Three cases which have rejected Professor Moore’s position that a third-party defendant may not remove are from the Texas district courts. In Ted Lokey Real Estate Co. v. Gentry, 336 F.Supp. 741 (N.D.Tex.1972), the court held that “a third-party defendant has the right to remove a separate and independent cause of action”. 336 F.Supp. at 743. In the other two cases, although the courts paid lip service to the “right” of a third-party defendant to remove, the courts granted motions to remand on the ground that the third-party claims failed to meet the separate and independent test. First National Bank & Trust Co. v. Port Lavaca Vending Machines, Inc., 334 F.Supp. 375 (S.D.Tex.1971); Marshall v. Navco, Inc., 152 F.Supp. 50 (S.D.Tex.1957).

In summary, it is seen that both the leading commentators on federal procedure and the great majority of district court cases have not allowed removal by a third-party defendant. The only Fifth Circuit decision to face the issue refused on jurisdictional grounds to allow removal. Therefore, this Court concludes that the better-reasoned position, and the position which the Court now adopts, is to limit the right of removal to those claims joined by the original plaintiff on the ground that the joinder of a third-party claim by defendant to an otherwise non-removable action does not invest the Court with jurisdiction. Support for this position is found in a recent Fifth Circuit decision, which because of the unique considerations regarding the Federal Employers Liability Act (FELA), is not directly in point and, thus, not controlling. In Gamble v. Central of Georgia Railway Co. 486 F.2d 781 (5th Cir. 1973), the defendant railroad in an FELA action impleaded a foreign corporation which built and maintained the loading platform involved in the accident out of which the litigation arose. The basis for the impleader was an indemnification agreement between the railroad and the third-party defendant. Pursuant to 28 U.S.C. § 1445, FELA actions filed in state court are non-removable. The issue which was before the Fifth Circuit was whether the third-party defendant could remove under 28 U.S.C. § 1441(c), which would involve removing the entire action including the FELA claims. The Fifth Circuit refused to allow the removal.

It is mandated by the Constitution, Article III, Sec. 2, that Congress has the sole power to fix the jurisdiction of the federal courts and it follows that when Congress has deprived the federal courts of jurisdiction in certain cases, the courts cannot ad hoc reinvest themselves with that jurisdiction, either in “individual cases” or otherwise. .
Congress has unequivocably declared that in FELA suits filed in state courts, the federal courts are without jurisdiction to proceed in the matter until the cause has run its course at the state level.

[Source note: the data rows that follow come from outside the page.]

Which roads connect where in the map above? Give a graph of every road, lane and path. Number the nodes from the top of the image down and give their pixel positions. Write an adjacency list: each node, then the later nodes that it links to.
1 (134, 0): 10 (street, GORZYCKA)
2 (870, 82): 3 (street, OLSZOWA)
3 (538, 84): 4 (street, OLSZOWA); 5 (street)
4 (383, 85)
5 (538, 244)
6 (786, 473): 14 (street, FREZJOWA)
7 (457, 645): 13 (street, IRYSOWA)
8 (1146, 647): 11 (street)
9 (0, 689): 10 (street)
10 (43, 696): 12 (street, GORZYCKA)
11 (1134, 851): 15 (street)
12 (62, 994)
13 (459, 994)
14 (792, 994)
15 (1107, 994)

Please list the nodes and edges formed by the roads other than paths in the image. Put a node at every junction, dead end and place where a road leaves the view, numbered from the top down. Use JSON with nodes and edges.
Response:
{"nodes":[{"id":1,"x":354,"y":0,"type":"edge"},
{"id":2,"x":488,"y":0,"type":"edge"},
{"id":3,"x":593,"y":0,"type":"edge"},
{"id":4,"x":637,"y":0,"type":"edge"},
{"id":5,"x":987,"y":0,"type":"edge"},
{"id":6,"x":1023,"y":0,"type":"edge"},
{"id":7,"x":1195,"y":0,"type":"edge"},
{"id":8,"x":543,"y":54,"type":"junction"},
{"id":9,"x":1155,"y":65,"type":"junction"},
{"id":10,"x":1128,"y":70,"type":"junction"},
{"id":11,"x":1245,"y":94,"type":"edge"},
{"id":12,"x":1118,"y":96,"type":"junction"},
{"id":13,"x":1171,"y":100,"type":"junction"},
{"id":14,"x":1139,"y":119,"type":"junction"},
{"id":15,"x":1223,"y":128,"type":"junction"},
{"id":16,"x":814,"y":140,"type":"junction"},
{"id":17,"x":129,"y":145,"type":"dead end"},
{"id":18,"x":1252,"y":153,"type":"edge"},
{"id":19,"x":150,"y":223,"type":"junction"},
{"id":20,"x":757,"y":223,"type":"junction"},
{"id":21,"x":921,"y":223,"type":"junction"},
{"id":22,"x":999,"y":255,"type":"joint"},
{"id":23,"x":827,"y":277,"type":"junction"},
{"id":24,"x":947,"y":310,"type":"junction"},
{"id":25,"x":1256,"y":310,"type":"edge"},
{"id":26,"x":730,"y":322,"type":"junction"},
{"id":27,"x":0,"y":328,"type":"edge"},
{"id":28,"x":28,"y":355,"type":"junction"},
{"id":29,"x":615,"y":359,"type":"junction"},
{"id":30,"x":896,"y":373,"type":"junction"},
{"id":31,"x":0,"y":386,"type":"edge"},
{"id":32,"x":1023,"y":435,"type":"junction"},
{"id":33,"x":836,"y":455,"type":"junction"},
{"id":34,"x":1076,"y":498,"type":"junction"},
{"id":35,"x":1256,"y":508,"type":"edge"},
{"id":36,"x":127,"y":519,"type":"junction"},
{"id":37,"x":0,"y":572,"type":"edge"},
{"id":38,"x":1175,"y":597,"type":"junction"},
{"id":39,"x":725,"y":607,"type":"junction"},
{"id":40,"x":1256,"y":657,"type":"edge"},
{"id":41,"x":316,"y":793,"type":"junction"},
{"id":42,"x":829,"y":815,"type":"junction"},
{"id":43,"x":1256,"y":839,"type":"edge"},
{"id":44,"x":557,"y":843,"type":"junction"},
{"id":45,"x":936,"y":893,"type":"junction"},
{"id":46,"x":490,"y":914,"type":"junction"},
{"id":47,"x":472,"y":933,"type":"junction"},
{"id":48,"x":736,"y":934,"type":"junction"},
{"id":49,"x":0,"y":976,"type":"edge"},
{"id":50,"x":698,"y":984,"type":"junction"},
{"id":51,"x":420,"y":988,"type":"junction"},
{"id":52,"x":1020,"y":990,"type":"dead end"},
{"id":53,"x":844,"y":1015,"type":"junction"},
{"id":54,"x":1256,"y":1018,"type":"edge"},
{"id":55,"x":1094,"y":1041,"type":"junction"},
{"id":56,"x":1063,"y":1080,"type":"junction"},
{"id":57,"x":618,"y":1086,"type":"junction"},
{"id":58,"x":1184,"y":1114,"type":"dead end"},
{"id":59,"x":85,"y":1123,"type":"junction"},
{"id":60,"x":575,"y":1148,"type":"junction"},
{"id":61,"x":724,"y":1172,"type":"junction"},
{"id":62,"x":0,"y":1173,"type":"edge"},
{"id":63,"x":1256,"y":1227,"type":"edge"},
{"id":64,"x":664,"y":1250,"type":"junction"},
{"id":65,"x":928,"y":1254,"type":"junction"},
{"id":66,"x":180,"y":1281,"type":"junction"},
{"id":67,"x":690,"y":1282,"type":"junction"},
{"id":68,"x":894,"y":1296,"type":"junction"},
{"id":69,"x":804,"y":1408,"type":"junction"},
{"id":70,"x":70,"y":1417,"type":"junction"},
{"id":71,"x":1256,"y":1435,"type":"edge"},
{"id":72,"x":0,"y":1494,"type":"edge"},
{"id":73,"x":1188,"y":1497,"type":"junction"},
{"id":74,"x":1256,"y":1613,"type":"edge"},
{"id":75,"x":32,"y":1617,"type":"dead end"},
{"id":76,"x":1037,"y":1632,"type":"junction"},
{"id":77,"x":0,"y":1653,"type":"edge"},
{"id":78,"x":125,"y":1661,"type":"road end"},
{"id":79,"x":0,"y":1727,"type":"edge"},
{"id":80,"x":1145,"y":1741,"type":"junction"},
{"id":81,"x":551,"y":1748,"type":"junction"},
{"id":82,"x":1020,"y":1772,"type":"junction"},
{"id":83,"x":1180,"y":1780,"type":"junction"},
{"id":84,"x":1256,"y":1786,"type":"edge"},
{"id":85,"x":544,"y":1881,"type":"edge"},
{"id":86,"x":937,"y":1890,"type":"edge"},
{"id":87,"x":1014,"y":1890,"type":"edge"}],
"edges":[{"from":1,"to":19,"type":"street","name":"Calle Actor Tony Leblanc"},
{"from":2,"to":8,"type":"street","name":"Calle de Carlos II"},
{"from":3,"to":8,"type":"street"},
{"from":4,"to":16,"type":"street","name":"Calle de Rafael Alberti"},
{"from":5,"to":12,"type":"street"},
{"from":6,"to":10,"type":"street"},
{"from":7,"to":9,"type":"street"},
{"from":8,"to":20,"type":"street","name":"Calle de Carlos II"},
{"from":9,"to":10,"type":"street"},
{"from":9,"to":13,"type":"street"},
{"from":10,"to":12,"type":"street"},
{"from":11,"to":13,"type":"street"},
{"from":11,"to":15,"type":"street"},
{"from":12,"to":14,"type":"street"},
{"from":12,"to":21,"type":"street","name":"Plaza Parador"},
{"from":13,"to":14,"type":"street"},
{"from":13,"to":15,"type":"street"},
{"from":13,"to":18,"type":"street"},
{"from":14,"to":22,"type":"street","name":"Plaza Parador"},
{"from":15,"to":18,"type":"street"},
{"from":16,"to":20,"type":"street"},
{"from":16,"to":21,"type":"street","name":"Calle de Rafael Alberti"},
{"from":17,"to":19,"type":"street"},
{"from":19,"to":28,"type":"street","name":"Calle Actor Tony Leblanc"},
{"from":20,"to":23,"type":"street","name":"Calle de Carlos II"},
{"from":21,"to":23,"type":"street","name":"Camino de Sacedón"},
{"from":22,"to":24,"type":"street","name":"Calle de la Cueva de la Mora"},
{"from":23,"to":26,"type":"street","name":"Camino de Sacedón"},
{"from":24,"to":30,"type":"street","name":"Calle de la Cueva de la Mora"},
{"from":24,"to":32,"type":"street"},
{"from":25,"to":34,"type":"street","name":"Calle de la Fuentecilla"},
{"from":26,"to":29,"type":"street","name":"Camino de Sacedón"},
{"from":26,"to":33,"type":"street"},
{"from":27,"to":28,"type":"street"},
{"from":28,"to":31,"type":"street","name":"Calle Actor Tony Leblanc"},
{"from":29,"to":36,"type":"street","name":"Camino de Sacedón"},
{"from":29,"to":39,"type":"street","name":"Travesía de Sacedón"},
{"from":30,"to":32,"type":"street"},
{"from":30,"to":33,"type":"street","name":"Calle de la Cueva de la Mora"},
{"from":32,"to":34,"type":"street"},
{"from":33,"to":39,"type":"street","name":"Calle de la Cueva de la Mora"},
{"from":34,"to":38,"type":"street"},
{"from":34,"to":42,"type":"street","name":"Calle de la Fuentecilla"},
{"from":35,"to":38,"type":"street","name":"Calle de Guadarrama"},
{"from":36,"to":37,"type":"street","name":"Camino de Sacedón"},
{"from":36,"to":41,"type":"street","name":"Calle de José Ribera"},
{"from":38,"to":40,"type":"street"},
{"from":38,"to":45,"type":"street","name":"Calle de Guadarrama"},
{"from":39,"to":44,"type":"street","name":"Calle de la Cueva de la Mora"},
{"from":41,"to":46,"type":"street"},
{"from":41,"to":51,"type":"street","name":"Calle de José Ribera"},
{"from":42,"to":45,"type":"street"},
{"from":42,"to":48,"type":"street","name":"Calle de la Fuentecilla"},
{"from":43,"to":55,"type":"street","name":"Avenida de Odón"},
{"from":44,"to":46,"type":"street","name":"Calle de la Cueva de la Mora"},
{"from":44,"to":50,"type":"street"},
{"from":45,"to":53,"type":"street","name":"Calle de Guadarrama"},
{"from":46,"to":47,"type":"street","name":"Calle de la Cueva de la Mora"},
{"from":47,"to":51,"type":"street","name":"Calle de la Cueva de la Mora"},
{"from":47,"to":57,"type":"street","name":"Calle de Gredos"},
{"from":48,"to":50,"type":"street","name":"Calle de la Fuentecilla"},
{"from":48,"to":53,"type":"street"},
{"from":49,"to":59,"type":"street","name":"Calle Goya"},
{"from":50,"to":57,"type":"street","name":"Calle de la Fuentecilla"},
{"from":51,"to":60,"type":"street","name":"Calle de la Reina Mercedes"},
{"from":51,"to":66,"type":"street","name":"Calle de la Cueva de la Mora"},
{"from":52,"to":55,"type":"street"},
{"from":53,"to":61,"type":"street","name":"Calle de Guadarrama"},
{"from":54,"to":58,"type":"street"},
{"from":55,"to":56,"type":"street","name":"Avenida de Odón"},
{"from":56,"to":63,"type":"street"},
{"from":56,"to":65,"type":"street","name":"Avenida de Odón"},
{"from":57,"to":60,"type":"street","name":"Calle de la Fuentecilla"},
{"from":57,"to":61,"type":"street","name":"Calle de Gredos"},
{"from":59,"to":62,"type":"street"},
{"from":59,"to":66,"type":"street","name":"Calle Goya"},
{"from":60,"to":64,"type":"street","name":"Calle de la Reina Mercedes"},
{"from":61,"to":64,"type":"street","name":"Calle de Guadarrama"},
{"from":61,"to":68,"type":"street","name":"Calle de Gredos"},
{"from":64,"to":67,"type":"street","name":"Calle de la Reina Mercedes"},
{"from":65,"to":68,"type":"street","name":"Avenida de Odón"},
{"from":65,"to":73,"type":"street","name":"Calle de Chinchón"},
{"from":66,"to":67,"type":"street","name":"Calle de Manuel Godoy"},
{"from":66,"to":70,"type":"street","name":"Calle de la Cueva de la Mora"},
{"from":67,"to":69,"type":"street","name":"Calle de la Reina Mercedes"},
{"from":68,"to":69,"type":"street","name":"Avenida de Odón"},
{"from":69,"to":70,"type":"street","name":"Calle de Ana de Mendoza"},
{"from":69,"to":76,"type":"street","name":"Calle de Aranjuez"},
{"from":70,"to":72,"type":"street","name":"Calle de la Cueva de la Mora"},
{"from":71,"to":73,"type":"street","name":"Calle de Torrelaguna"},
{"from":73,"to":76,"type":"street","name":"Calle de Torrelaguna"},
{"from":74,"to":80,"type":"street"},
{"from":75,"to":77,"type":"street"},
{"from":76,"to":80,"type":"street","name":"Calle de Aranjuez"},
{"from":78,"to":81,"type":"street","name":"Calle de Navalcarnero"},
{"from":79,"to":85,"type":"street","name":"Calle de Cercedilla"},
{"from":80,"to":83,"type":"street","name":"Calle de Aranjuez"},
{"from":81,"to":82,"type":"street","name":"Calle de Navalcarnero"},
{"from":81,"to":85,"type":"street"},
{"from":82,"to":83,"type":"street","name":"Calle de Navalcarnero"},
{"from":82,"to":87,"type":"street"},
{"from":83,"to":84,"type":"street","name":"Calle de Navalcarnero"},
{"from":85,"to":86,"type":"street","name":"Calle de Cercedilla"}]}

486 F.2d at 785. Just as Congress has unequivocally declared that the federal courts are without jurisdiction over FELA suits filed first in state court, so too has Congress declared that actions between plaintiffs and defendants of the same state which do not involve questions of federal law are to be tried in state courts. It is precisely this respect for the limits of the federal judicial power which influenced Judge Levet in Burlingham, Underwood, Barron, Wright & White and which influences this Court. As has been recognized since the Supreme Court’s decision in Ex parte McCardle, 74 U.S. (7 Wall.) 506, 19 L.Ed. 264 (1869), “[wjithout jurisdiction the court cannot proceed at all in any cause. Jurisdiction is the power to declare the law, and when jurisdiction ceases to exist, the only function remaining to the court is that of announcing the fact and dismissing the cause.” 74 U.S. (7 Wall.) at 514. Rather than dismissing these cases, the Court will remand each of them to the state court from which it came. The various motions which are pending will remain undecided by this Court.

An order will be entered accordingly.